Achieving Needful Things: Help USA for UNHCR Help Others

Yesterday, in an uncharacteristic–yea, wholly unprecedented–fit of introspection, the powers of BCC asked what we could be doing better. One follower responded that he would like “to see the intersection of the blog community and helping the poor and needy.”

And so, in the spirit of Elder Christofferson’s talk about the role of the Body of Christ in achieving needful things that individual members cannot, allow me to suggest as an initial response to this request that we head over to Kickstarter and multiply our efforts to help USA for UNHCR help the poor and needy affected by the humanitarian crisis unfolding in the Middle East and Europe. You have until 13 October 2015 to donate as often as you like, and most fees usually associated with Kickstarter campaigns will be waived or donated.

Do any of our valued readers have additional suggestions about how to help?


As noted by a valued reader, donations to the Humanitarian Aid Fund administered by LDS Charities–which is partnering with, inter alia, UNHCR to address the European refugee crisis–can be made here for those preferring that modality.


  1. I agree that helping the needy is a worthwhile cause, but I would rather give my money to LDS Humaniarian efforts, which charges no overhead and does great work around the world including in Syria.

    Earlier this year Elder Holland and Sharon Eubanks (director of LDS Charities) were invited to England where he addressed parliament.

    The invitation cam from Baroness Emma Nicholson, chair of the AMAR charitable foundation (Assisting Marsh Arabs and Refugees). If her name sounds familiar, she spoke at BYU a few weeks ago. And she was very positive about the church’s contributions to helping the needy around the globe.

    So I guess I don’t understand why the recommendation to join an effort outside of the church rather than contribute to our church’s own established and effective efforts.

  2. It hadn’t occurred to me that readers would view this invitation as an either/or proposition, so allow me to clarify whey I think it’s a reasonable idea to do both. Even the Church contributes to other established and effective efforts where it lacks a meaningful presence (see my post linked above and again here for a current example), and the UNHCR is the international community’s collective effort operating on the front lines of the humanitarian crisis and fully accountable to UN member states.

  3. Our family holiday program will be assembling and donating a “welcome kit” for a refuge family. It’s a simple project that my young kids can help with.

    Naismith — the church often gives millions of dollars to other charities because those other charities have the established infrastructure in given areas when disaster strikes.

  4. *project, not program

  5. Naismith, perhaps because the Church doesn’t—and shouldn’t—do everything. There are a handful of charitable endeavors that the Church does and (to my understanding) does really well. But the Syrian refugee crisis isn’t one of those. Neither is Haitian relief, or any of a number of worthy causes. But the existence of the Church’s expertise doesn’t negate the need or the value of other causes.

    Moreover, it strikes me as valuable to be (individually) good citizens outside the shadow of the church.
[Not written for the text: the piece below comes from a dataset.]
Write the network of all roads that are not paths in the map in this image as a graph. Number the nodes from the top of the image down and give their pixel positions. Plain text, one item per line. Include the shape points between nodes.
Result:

    So by all means provide charitable relief through the Church. I’ve done it. But there’s no reason why that must—or even should—be our sole charitable conduit.

  6. Naismith, I personally feel better about giving to programs that are run by professionals and fully accountable for their spending – even if it includes overhead. Why is it so bad for people to make a living? The church does a lot of great things – but no overhead does not equal more effective or efficient, and should not be mistaken for such. As was clarified above, that is why the church often gives to more organized efforts.
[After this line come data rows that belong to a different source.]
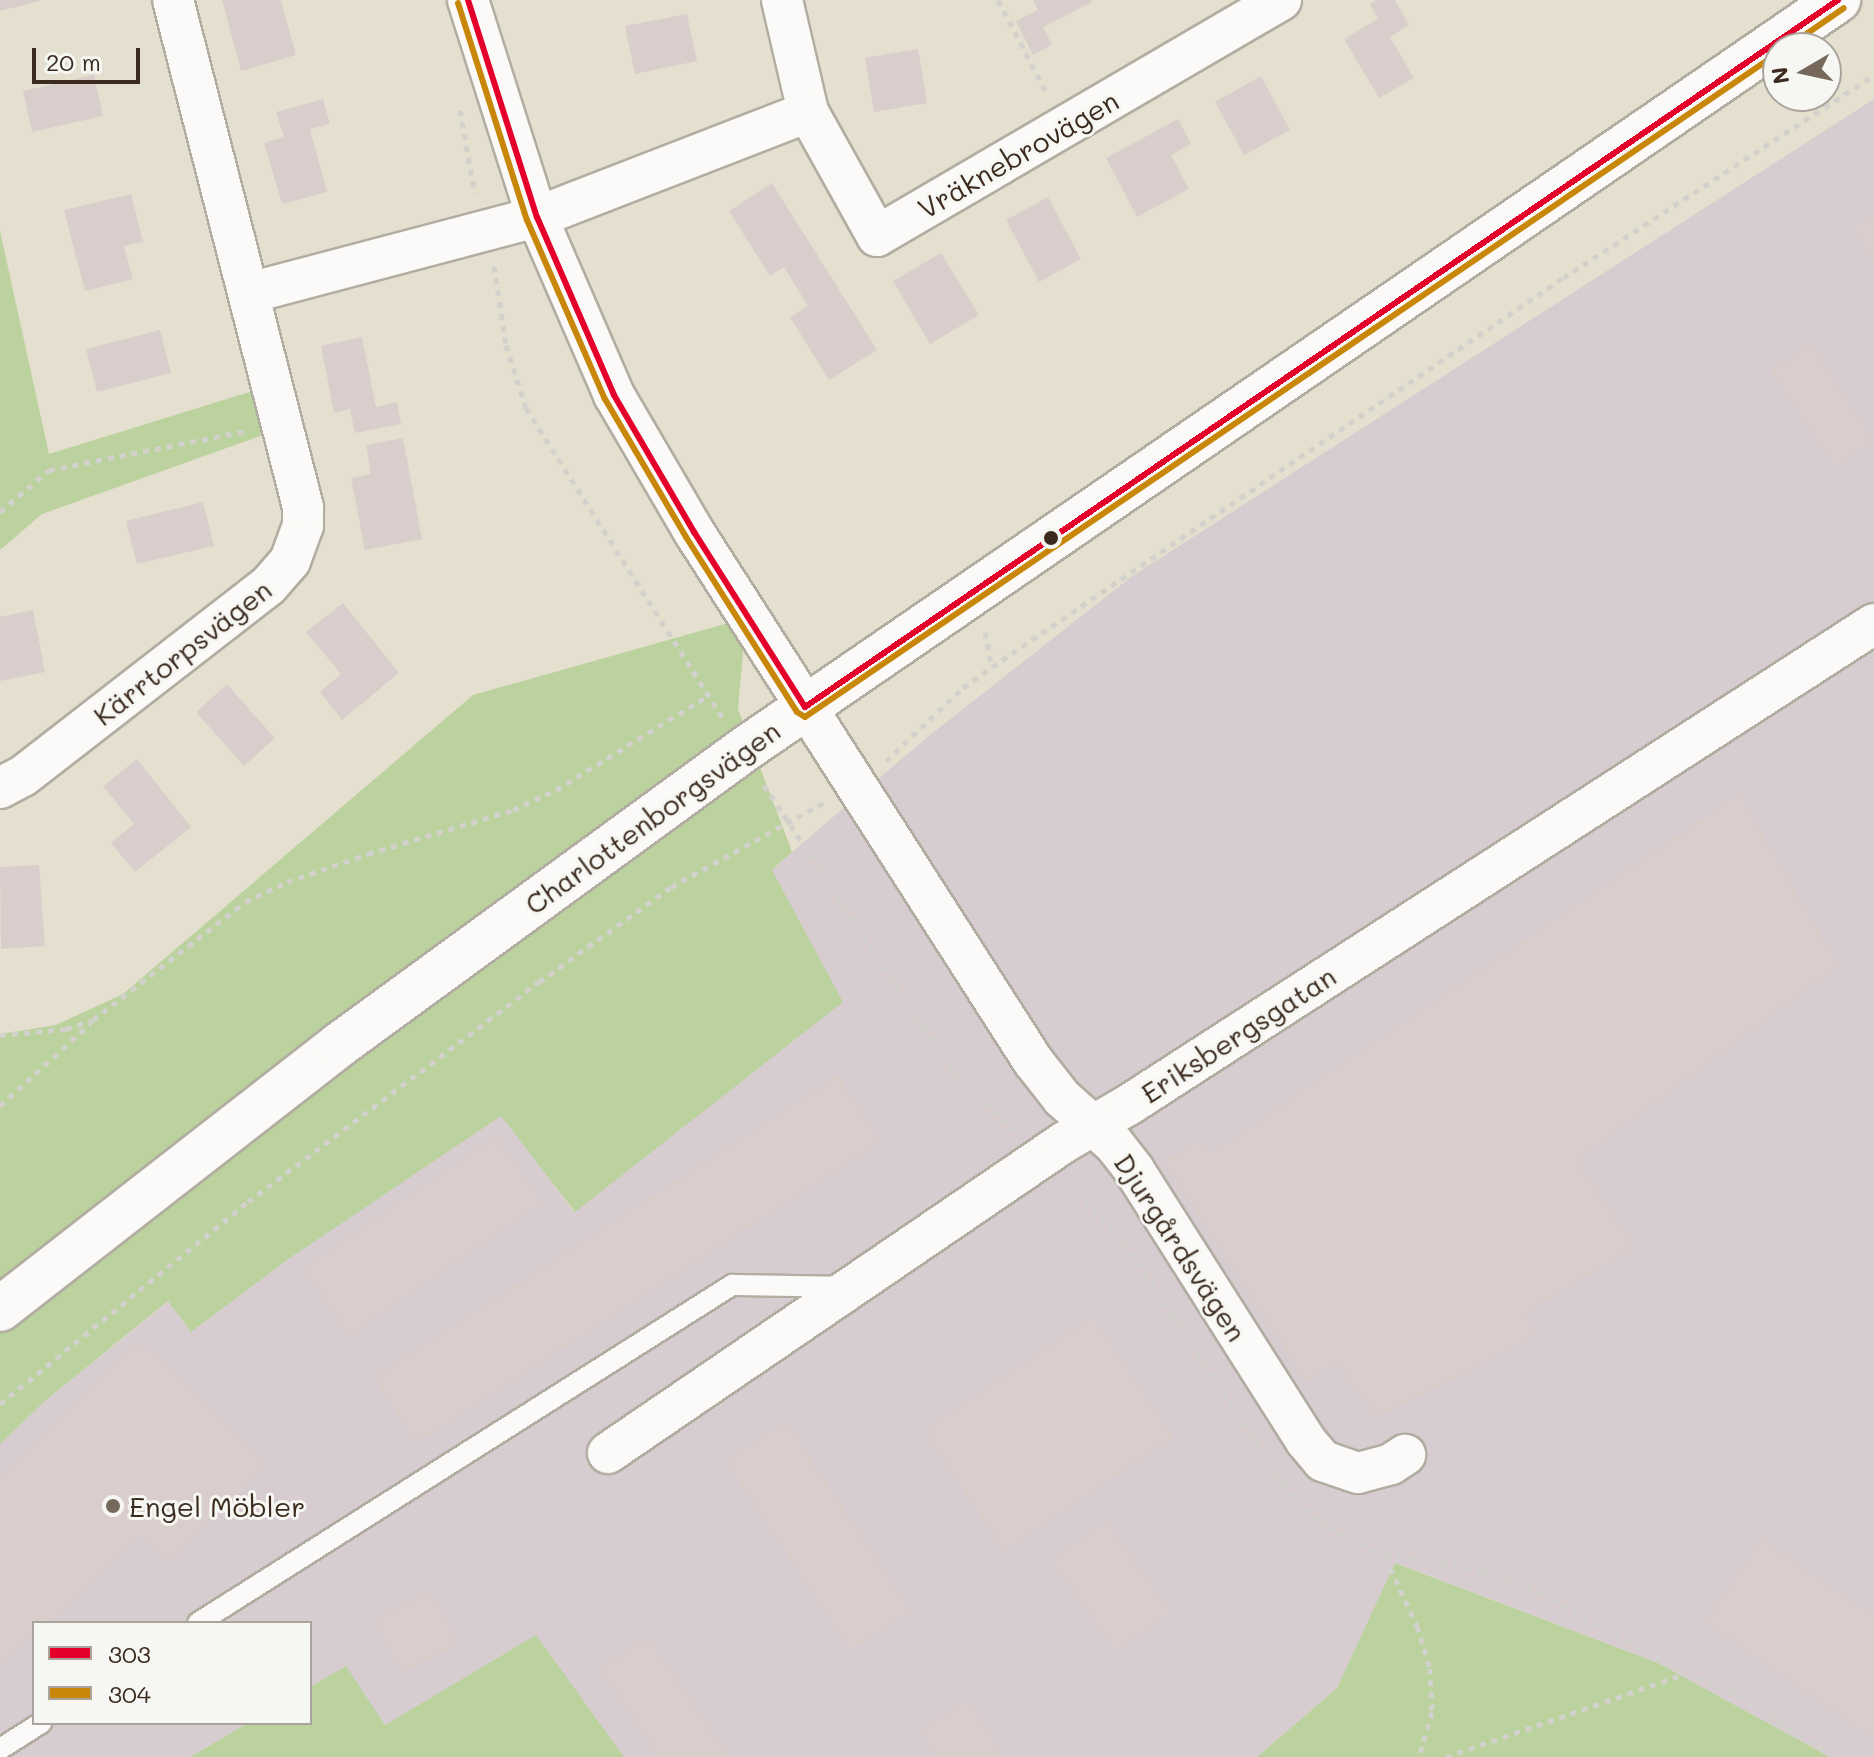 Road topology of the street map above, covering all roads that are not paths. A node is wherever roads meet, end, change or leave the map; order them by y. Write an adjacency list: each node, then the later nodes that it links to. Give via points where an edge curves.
1 (173, 0): 8 (street, Kärrtorpsvägen)
2 (468, 0): 7 (street, Djurgårdsvägen)
3 (782, 0): 6 (street, Vräknebrovägen)
4 (1281, 0): 6 (street, Vräknebrovägen, via 877,236)
5 (1838, 0): 10 (main road, Charlottenborgsvägen)
6 (808, 112): 7 (street)
7 (537, 217): 8 (street); 10 (street, Djurgårdsvägen, via 614,395)
8 (249, 293): 11 (street, Kärrtorpsvägen, via 303,507 298,544 281,574 36,767)
9 (1874, 624): 12 (street, Eriksbergsgatan)
10 (805, 707): 12 (street, Djurgårdsvägen, via 1033,1061); 14 (main road, Charlottenborgsvägen, via 339,1045)
11 (0, 788)
12 (1092, 1125): 13 (street, Eriksbergsgatan); 16 (street, Djurgårdsvägen, via 1134,1170 1323,1461 1358,1473)
13 (854, 1287): 15 (street, Eriksbergsgatan); 17 (lane, via 732,1285)
14 (0, 1309)
15 (608, 1453)
16 (1405, 1455)
17 (201, 1621)
18 (38, 1725): 19 (lane)
19 (0, 1749)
    I think this a great effort!

  7. I totally agree that as church members we should be involved with causes outside the church; I serve on the board of a community organization and I fully appreciate the benefits therein.

    However, when it comes to online donations, I have felt saddened and frustrated that in the past when I have donated to a cause because a friend asked me to or in memory of a departed loved one or whatever specific thing, I find myself on that organization’s list or have my info sold to another organization, and I end up with glossy brochures in my mailbox…this goes on for years and even with non-profit rates, I am sure that over time they have spent more money soliciting me than I ever donated. Which seems rather wasteful. And which is why I am not as quick to respond to such requests as I used to be.

    Whereas LDS Humanirian efforts have never solicited. And I have every confidence that money donated there will help in trouble spots around the globe.

    I am not sure it is fair to say that the church does not do a good job of relief to Syrian refugees. LDS Charities has a memorandum of understanding as a partner with AMAR, which has an excellent reputation in providing relief to Syrian refugees. So if I can support the work of AMAR by donating to LDS Charities, why should I donate elsewhere?

    The OP did not mention that individual members can also contribute to LDS Charities as an option if they want to make a difference.

  8. The OP did not mention that individual members can also contribute to LDS Charities as an option if they want to make a difference.

    Right, because I assumed that a week-long initiative that started yesterday would be less familiar to readers than the usual channels known to most members of the church. I see that I may have been in error in assuming so, but thank you for responding to my call to share other suggestions. The OP has now been edited to highlight this option.

  9. Also, thank you ErinAnn for the link to a local option.